8. The method of claim 7, wherein:

the determining a boundary positive sample subset of the positive training sample data subset based on the sample-based heterogeneous neighbor information comprises: for any negative sample, adding a first specified number of positive samples adjacent to the negative sample into a boundary positive sample subset; and

the determining a boundary negative sample subset of the negative training sample data subset based on the sample-based heterogeneous neighbor information comprises: for any positive sample, a second specified number of negative samples that neighbor the positive sample are added to the boundary negative sample subset.

9. The method of claim 7, further comprising:

and testing the trained risk prediction model by using the test sample set to obtain the test accuracy of the risk prediction result.

10. The method according to any one of claims 1 to 9, wherein the risk characteristics of acquiring the data to be predicted comprise at least one of:

carrying out one-hot coding on category data in the data to be predicted to obtain category characteristics; or

And calculating the correlation data of the marketing information and/or the behavior information in the data to be predicted to obtain derivative characteristics.

11. The method of any of claims 1-9, wherein the objective function further comprises an empirical loss constraint term and a regularization constraint term.

12. The method according to any of claims 1 to 9, wherein the sample data of each class further comprises non-boundary sample data, and a third distance between boundary sample data relative to the class centre in the same class is greater than a fourth distance between non-boundary sample data relative to the class centre.

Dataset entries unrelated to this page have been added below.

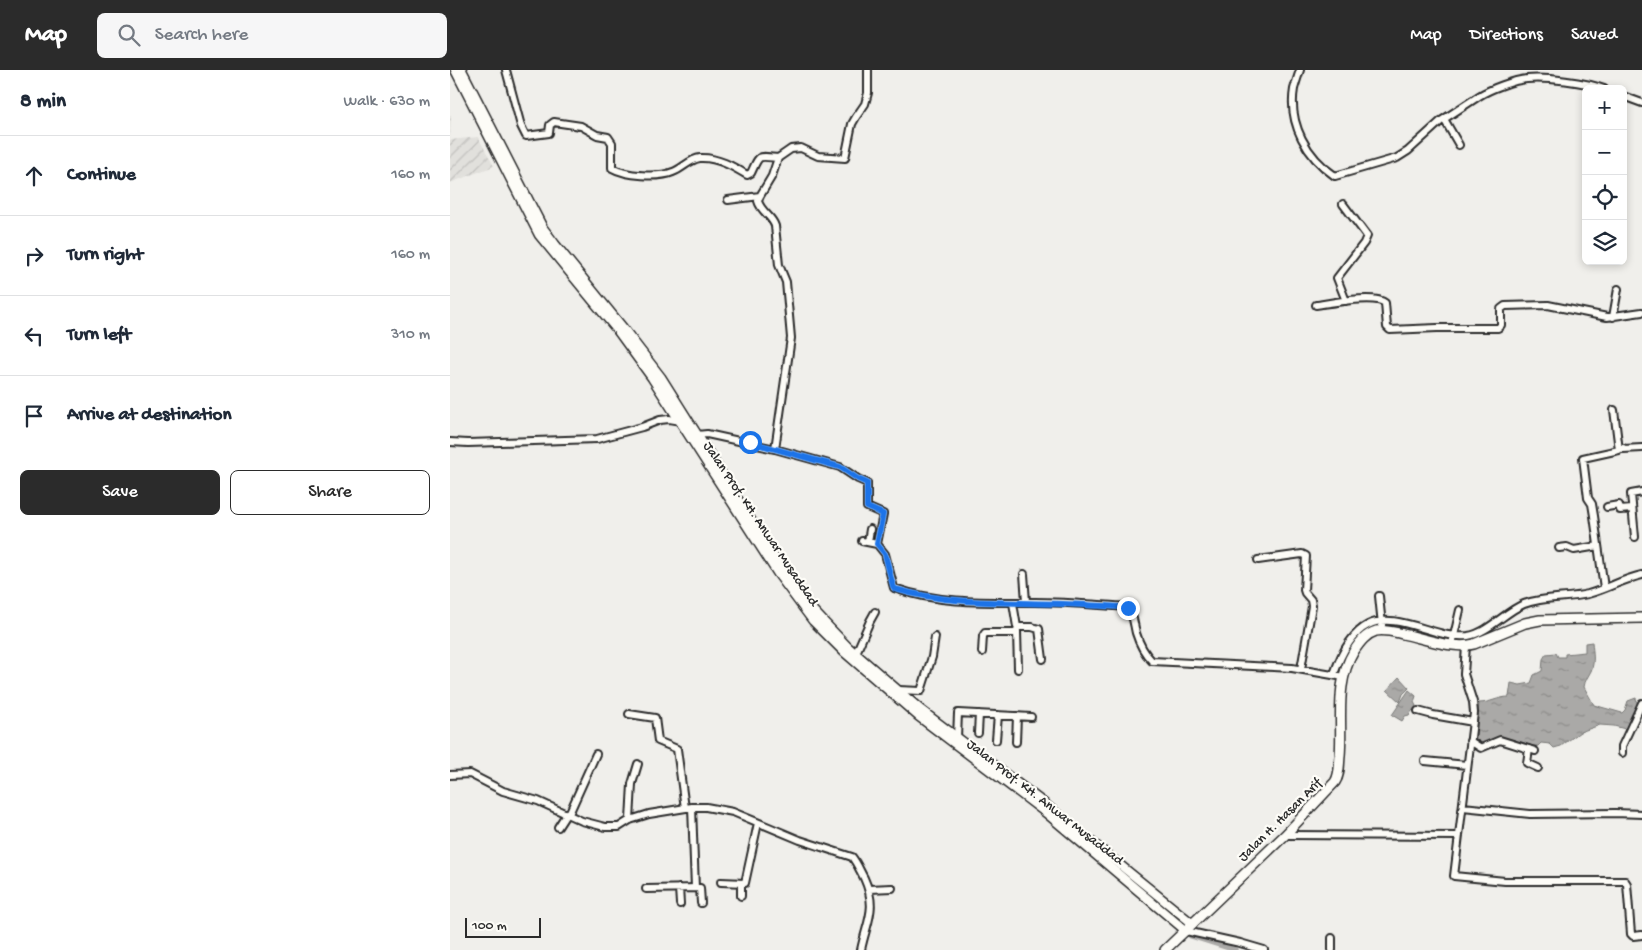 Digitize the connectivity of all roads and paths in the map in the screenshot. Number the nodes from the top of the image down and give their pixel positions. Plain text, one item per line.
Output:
1 (455, 70) edge
2 (462, 70) edge
3 (506, 70) edge
4 (868, 70) edge
5 (1300, 70) edge
6 (1590, 85) edge
7 (467, 87) junction
8 (1627, 97) edge
9 (1642, 103) edge
10 (1444, 119) junction
11 (1460, 145) dead end
12 (778, 158) junction
13 (760, 196) junction
14 (728, 200) dead end
15 (1343, 204) dead end
16 (1618, 289) dead end
17 (1346, 302) junction
18 (1316, 305) dead end
19 (1642, 312) edge
20 (1613, 317) junction
21 (1614, 410) dead end
22 (684, 420) junction
23 (697, 435) junction
24 (450, 442) edge
25 (1619, 448) junction
26 (1642, 448) edge
27 (775, 449) junction
28 (721, 479) junction
29 (1642, 492) edge
30 (1607, 507) dead end
31 (1632, 509) junction
32 (870, 529) dead end
33 (1635, 537) dead end
34 (877, 544) junction
35 (1598, 546) junction
36 (1559, 548) dead end
37 (1258, 560) dead end
38 (1024, 574) dead end
39 (1642, 575) edge
40 (1604, 588) junction
41 (1379, 596) dead end
42 (1026, 602) junction
43 (1014, 603) junction
44 (1460, 610) dead end
45 (875, 612) dead end
46 (1642, 618) edge
47 (1382, 625) junction
48 (822, 626) junction
49 (1017, 630) junction
50 (935, 637) dead end
51 (1453, 640) junction
52 (1466, 646) junction
53 (982, 652) dead end
54 (856, 653) junction
55 (1044, 659) dead end
56 (1018, 669) dead end
57 (1301, 669) junction
58 (1339, 675) junction
59 (878, 677) junction
60 (898, 690) junction
61 (1642, 703) edge
62 (1418, 711) dead end
63 (629, 714) dead end
64 (979, 714) junction
65 (998, 715) junction
66 (1017, 716) junction
67 (1031, 717) dead end
68 (1473, 722) junction
69 (978, 733) dead end
70 (957, 738) junction
71 (996, 740) dead end
72 (1016, 742) dead end
73 (1474, 744) junction
74 (1622, 753) dead end
75 (596, 754) dead end
76 (1425, 761) dead end
77 (638, 764) dead end
78 (1467, 765) junction
79 (1538, 768) dead end
80 (450, 775) edge
81 (692, 807) junction
82 (1463, 807) junction
83 (685, 808) junction
84 (1642, 814) edge
85 (566, 815) junction
86 (630, 820) junction
87 (758, 823) junction
88 (558, 827) dead end
89 (1285, 835) junction
90 (1459, 836) junction
91 (721, 882) dead end
92 (741, 883) junction
93 (679, 888) junction
94 (696, 888) junction
95 (892, 888) dead end
96 (646, 889) dead end
97 (869, 889) junction
98 (741, 896) dead end
99 (680, 904) dead end
100 (701, 904) dead end
101 (1187, 924) junction
102 (1642, 935) edge
103 (1332, 938) dead end
104 (861, 950) edge
105 (1165, 950) edge
106 (1264, 950) edge
107 (1332, 950) edge

1 - 7 street, Jalan Prof. KH. Anwar Musaddad
2 - 7 street, Jalan Prof. KH. Anwar Musaddad
3 - 12 street
4 - 12 street
5 - 10 street
6 - 10 street
7 - 22 street, Jalan Prof. KH. Anwar Musaddad
8 - 9 street
10 - 11 street
12 - 13 street
13 - 14 street
13 - 27 street
15 - 17 street
16 - 20 street
17 - 18 street
17 - 20 street
19 - 20 street
21 - 25 street
22 - 23 street, Jalan Prof. KH. Anwar Musaddad
22 - 24 street
22 - 28 street, Jalan Prof. KH. Anwar Musaddad
23 - 27 street
23 - 28 street, Jalan Prof. KH. Anwar Musaddad
25 - 26 street
25 - 35 street
27 - 34 street
28 - 48 street, Jalan Prof. KH. Anwar Musaddad
29 - 31 street
30 - 31 street
31 - 33 street
32 - 34 street
34 - 43 street
35 - 36 street
35 - 40 street
37 - 57 street
38 - 42 street
39 - 40 street
40 - 51 street
41 - 47 street
42 - 43 street
42 - 57 street
43 - 49 street
44 - 51 street
45 - 54 street
46 - 52 main road
47 - 51 main road
47 - 58 main road, Jalan H. Hasan Arif
48 - 54 street, Jalan Prof. KH. Anwar Musaddad
48 - 59 street, Jalan Prof. KH. Anwar Musaddad
49 - 53 street
49 - 55 street
49 - 56 street
50 - 60 street
51 - 52 main road
52 - 68 street
54 - 59 street, Jalan Prof. KH. Anwar Musaddad
57 - 58 street
58 - 89 main road, Jalan H. Hasan Arif
59 - 60 street, Jalan Prof. KH. Anwar Musaddad
59 - 101 street, Jalan Prof. KH. Anwar Musaddad
60 - 70 street, Jalan Prof. KH. Anwar Musaddad
61 - 74 street
62 - 68 street
63 - 83 street
64 - 65 street
64 - 69 street
64 - 70 street
65 - 66 street
65 - 71 street
66 - 67 street
66 - 72 street
68 - 73 street
70 - 101 street, Jalan Prof. KH. Anwar Musaddad
73 - 78 street
73 - 79 street
75 - 85 street
76 - 78 street
77 - 86 street
78 - 82 street
80 - 85 street
81 - 83 street
81 - 87 street
81 - 94 street
82 - 84 street
82 - 90 street
83 - 86 street
85 - 86 street
85 - 88 street
87 - 92 street
87 - 97 street
89 - 90 street
89 - 101 main road, Jalan H. Hasan Arif
90 - 102 street
91 - 92 street
92 - 98 street
93 - 94 street
93 - 96 street
93 - 99 street
94 - 100 street
95 - 97 street
97 - 104 street
101 - 105 main road, Jalan H. Hasan Arif
101 - 106 street
103 - 107 street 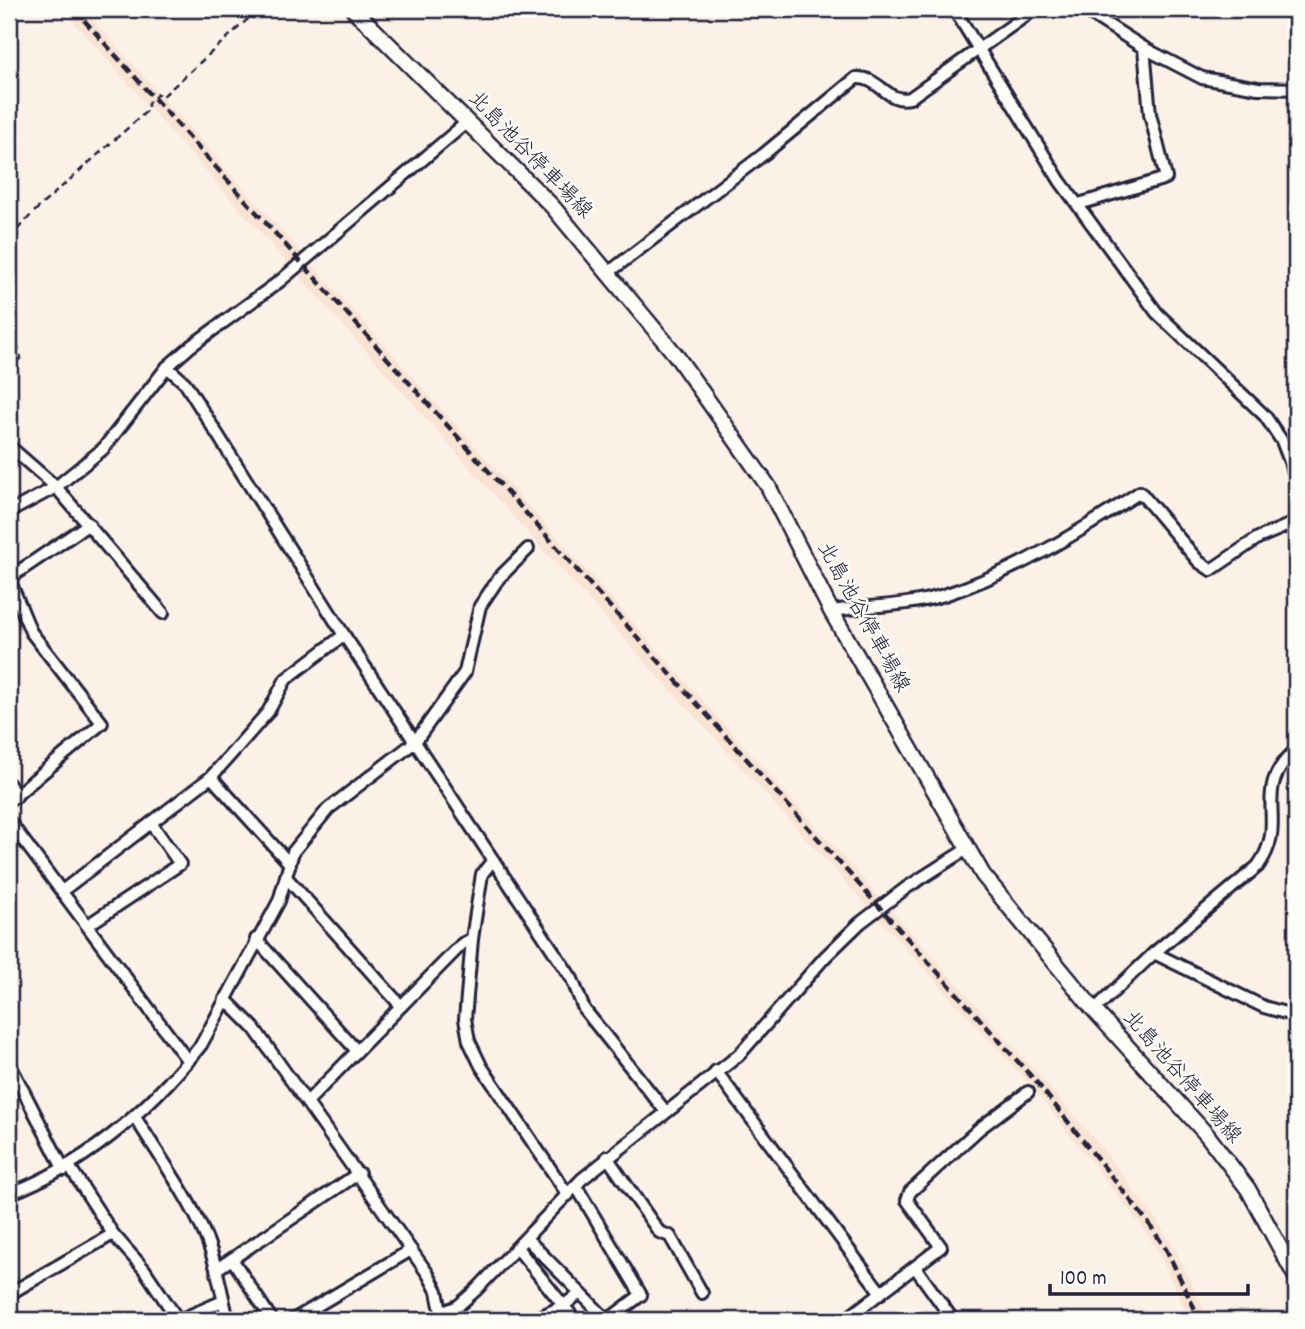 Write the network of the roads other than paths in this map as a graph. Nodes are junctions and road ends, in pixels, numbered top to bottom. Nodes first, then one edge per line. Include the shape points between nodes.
1 (353, 9) edge
2 (954, 9) edge
3 (1035, 9) edge
4 (1083, 9) edge
5 (1144, 48) junction
6 (981, 50) junction
7 (1296, 89) edge
8 (467, 122) junction
9 (1079, 204) junction
10 (608, 273) junction
11 (167, 368) junction
12 (9, 446) edge
13 (1296, 477) edge
14 (56, 487) junction
15 (9, 512) edge
16 (1296, 522) edge
17 (89, 524) junction
18 (528, 549) dead end
19 (9, 579) edge
20 (831, 611) junction
21 (163, 613) dead end
22 (344, 635) junction
23 (415, 742) junction
24 (1296, 750) edge
25 (211, 777) junction
26 (9, 785) edge
27 (13, 799) edge
28 (9, 821) edge
29 (151, 823) junction
30 (967, 849) junction
31 (493, 860) junction
32 (290, 864) junction
33 (286, 877) junction
34 (62, 891) junction
35 (88, 925) junction
36 (257, 939) junction
37 (472, 939) junction
38 (1154, 953) junction
39 (225, 999) junction
40 (401, 1006) junction
41 (1094, 1010) junction
42 (1296, 1016) edge
43 (357, 1051) junction
44 (188, 1061) junction
45 (9, 1063) edge
46 (716, 1071) junction
47 (1028, 1092) dead end
48 (308, 1101) junction
49 (666, 1112) junction
50 (135, 1117) junction
51 (607, 1157) junction
52 (67, 1168) junction
53 (359, 1173) junction
54 (576, 1186) junction
55 (9, 1194) edge
56 (568, 1195) junction
57 (113, 1234) junction
58 (527, 1240) junction
59 (518, 1249) junction
60 (411, 1250) junction
61 (232, 1259) junction
62 (915, 1267) junction
63 (217, 1269) junction
64 (1296, 1278) edge
65 (580, 1293) junction
66 (702, 1293) dead end
67 (881, 1293) junction
68 (9, 1294) edge
69 (223, 1301) junction
70 (563, 1306) junction
71 (442, 1317) edge
72 (178, 1320) edge
73 (228, 1320) edge
74 (272, 1320) edge
75 (293, 1320) edge
76 (533, 1320) edge
77 (575, 1320) edge
78 (608, 1320) edge
79 (845, 1320) edge
80 (953, 1320) edge

1 - 8 main road, 北島池谷停車場線
2 - 6 street
3 - 6 street
4 - 5 street
5 - 7 street via 1202,78
5 - 9 street via 1150,114 1166,178
6 - 9 street via 1060,181
6 - 10 street via 910,99 891,97 874,81 856,78
8 - 10 main road, 北島池谷停車場線 via 552,206
8 - 11 street via 280,281
9 - 13 street via 1157,313 1265,416 1282,441
10 - 20 main road, 北島池谷停車場線 via 675,354 768,486
11 - 14 street via 103,449
11 - 22 street via 186,383
12 - 14 street
14 - 15 street
14 - 17 street
16 - 20 street via 1258,538 1211,570 1140,492 1034,558 942,596
17 - 19 street
17 - 21 street
18 - 23 street via 499,578 480,606 464,672
19 - 27 street via 31,632 102,723
20 - 30 main road, 北島池谷停車場線
22 - 23 street
22 - 25 street via 286,679 268,712
23 - 31 street
23 - 32 street via 328,809 307,831
24 - 38 street via 1270,789 1270,849 1224,897
25 - 29 street
25 - 32 street
26 - 27 street
28 - 34 street
29 - 34 street
29 - 35 street via 180,864
30 - 41 main road, 北島池谷停車場線 via 1016,918
30 - 46 street via 860,923 739,1055
31 - 37 street via 482,874
31 - 49 street via 572,979 584,1009
32 - 33 street
33 - 36 street via 279,901
33 - 40 street
34 - 35 street
35 - 44 street
36 - 39 street
36 - 43 street
37 - 40 street
37 - 56 street via 465,1019 468,1041
38 - 41 street
38 - 42 street via 1264,1007
39 - 44 street
39 - 48 street via 254,1028
40 - 43 street
41 - 64 main road, 北島池谷停車場線 via 1207,1135 1248,1189
43 - 48 street
44 - 50 street
45 - 52 street
46 - 49 street
46 - 67 street
47 - 62 street via 909,1192 907,1200 941,1247
48 - 53 street
49 - 51 street
50 - 52 street
50 - 63 street via 188,1201
51 - 54 street
51 - 66 street via 659,1232 670,1236
52 - 55 street
52 - 57 street
53 - 60 street
53 - 61 street
54 - 56 street
54 - 78 street via 641,1295
56 - 58 street
57 - 68 street
57 - 72 street via 144,1269
58 - 59 street
58 - 65 street
59 - 70 street
59 - 71 street
60 - 71 street via 437,1291
60 - 75 street
61 - 63 street
61 - 74 street
62 - 67 street
62 - 80 street
63 - 69 street
65 - 70 street
65 - 78 street
67 - 79 street
69 - 72 street
69 - 73 street
70 - 76 street
70 - 77 street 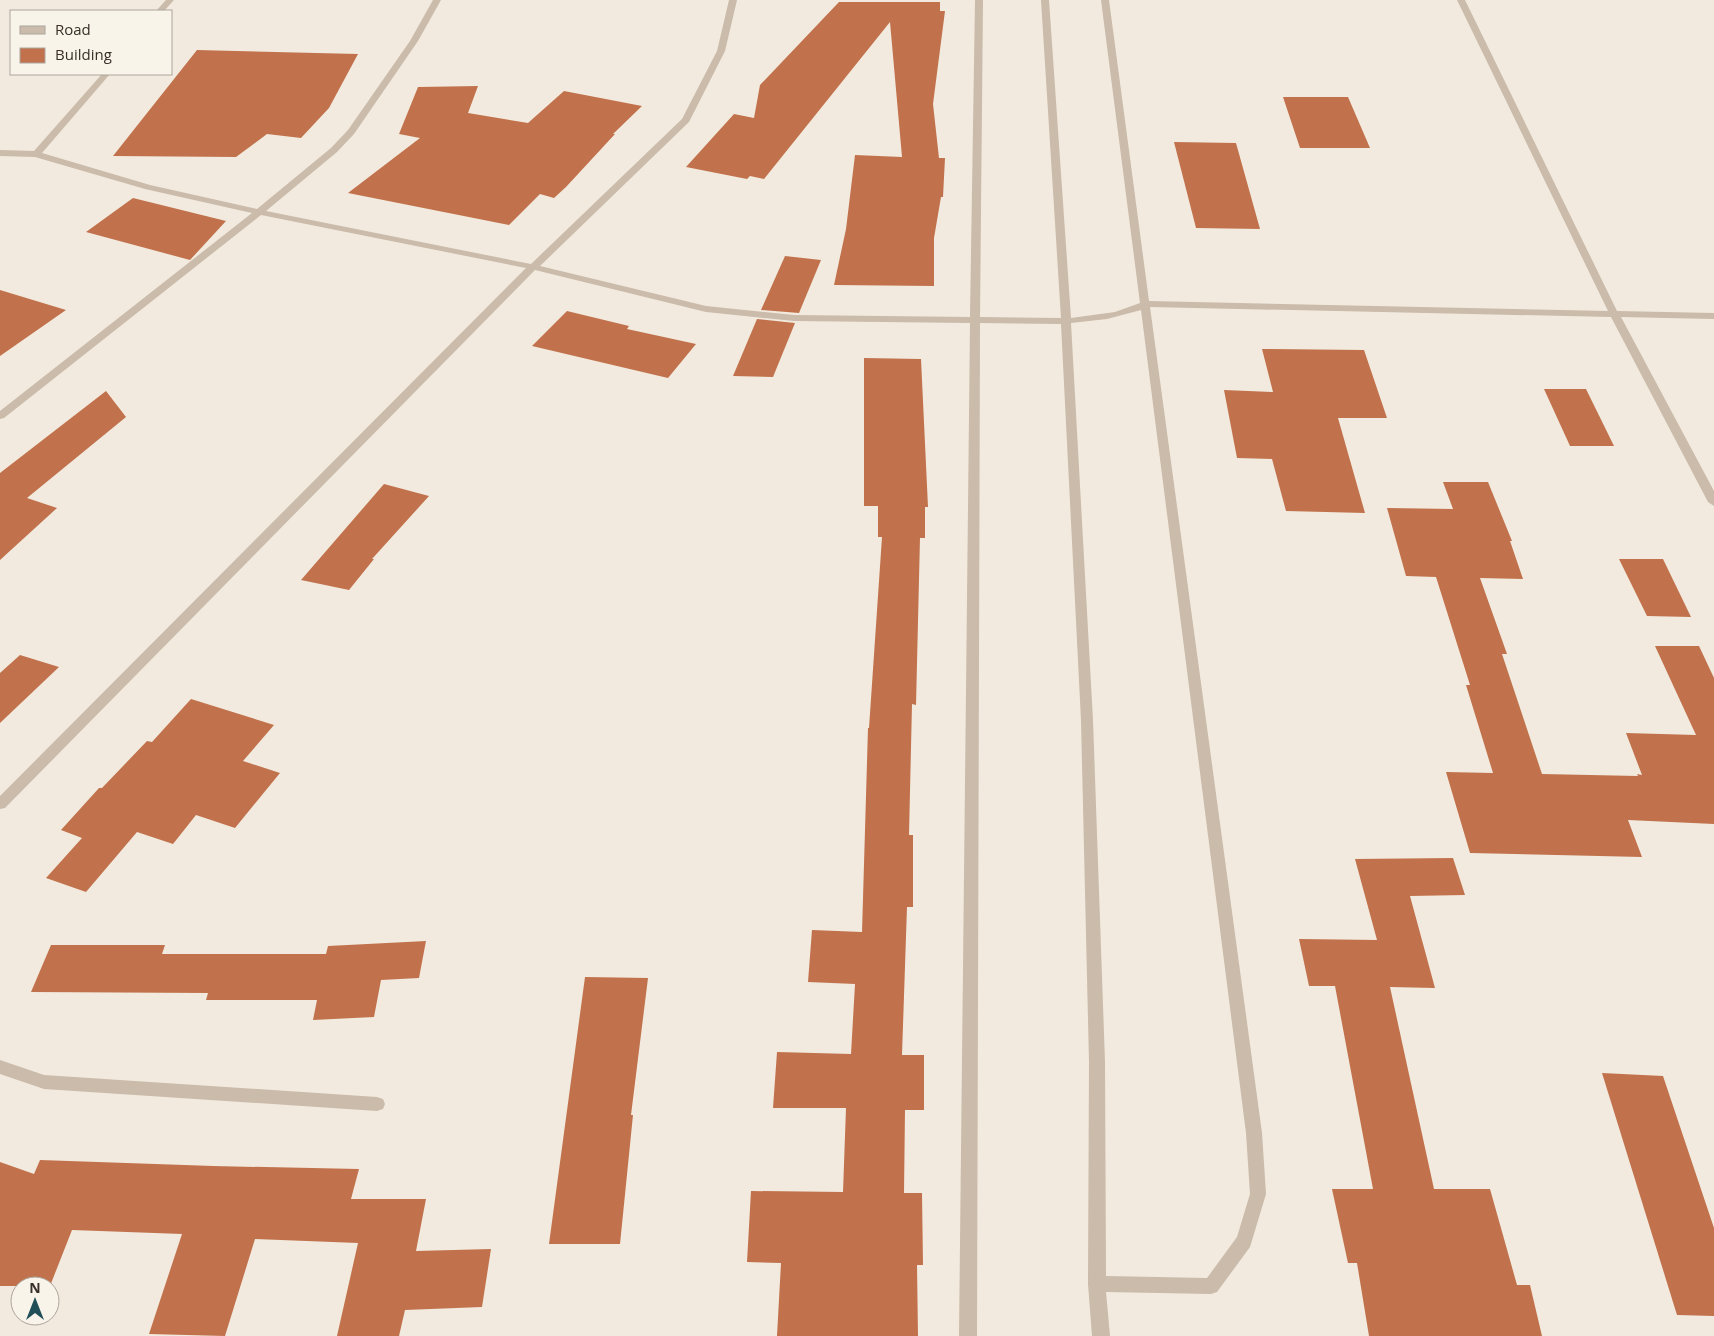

13. A risk prediction device comprising:

the data acquisition module is used for acquiring data to be predicted;

a risk characteristic obtaining module, configured to obtain a risk characteristic of the data to be predicted; and

the risk characteristic processing module is used for processing the risk characteristics by utilizing the trained risk prediction model to obtain a risk prediction result, and the risk prediction result comprises the category to which the data to be predicted belongs;

14. An electronic device, comprising:

one or more processors;

a storage device for storing executable instructions which, when executed by the processor, implement a risk prediction method according to any one of claims 1 to 12.

15. A computer readable storage medium having stored thereon executable instructions which, when executed by a processor, implement a risk prediction method according to any one of claims 1 to 12.